_Data records_
----
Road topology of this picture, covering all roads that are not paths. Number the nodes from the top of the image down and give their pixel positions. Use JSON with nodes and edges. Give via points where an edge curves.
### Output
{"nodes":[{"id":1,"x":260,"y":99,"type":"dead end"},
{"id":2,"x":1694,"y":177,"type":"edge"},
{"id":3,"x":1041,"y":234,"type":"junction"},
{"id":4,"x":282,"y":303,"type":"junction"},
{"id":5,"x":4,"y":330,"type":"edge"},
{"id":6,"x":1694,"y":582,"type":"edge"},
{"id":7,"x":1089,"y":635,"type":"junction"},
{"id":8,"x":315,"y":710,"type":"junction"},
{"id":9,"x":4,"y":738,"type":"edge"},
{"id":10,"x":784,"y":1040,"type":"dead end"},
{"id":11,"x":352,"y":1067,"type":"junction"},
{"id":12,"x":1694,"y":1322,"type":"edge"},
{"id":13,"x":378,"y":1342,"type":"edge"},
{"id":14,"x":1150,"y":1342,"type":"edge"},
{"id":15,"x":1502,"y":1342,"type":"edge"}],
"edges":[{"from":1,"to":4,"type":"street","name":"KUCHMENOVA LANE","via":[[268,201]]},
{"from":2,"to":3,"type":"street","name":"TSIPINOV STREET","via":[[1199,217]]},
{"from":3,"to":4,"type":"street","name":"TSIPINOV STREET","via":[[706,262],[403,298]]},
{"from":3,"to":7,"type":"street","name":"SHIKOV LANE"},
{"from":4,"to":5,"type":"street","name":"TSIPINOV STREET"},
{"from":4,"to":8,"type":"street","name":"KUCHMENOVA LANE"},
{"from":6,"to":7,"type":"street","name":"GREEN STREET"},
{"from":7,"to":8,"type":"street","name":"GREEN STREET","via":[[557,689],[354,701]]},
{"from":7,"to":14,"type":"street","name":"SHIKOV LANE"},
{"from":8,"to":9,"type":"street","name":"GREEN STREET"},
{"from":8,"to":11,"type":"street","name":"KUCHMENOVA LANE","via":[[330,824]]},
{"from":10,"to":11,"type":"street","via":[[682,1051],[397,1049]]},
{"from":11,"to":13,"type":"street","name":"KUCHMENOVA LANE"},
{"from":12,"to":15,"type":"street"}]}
----
_Exercise aim_
What is the number of lines in these entries that hold "KUCHMENOVA"? Reply with the figure alone.

_Solution below_
4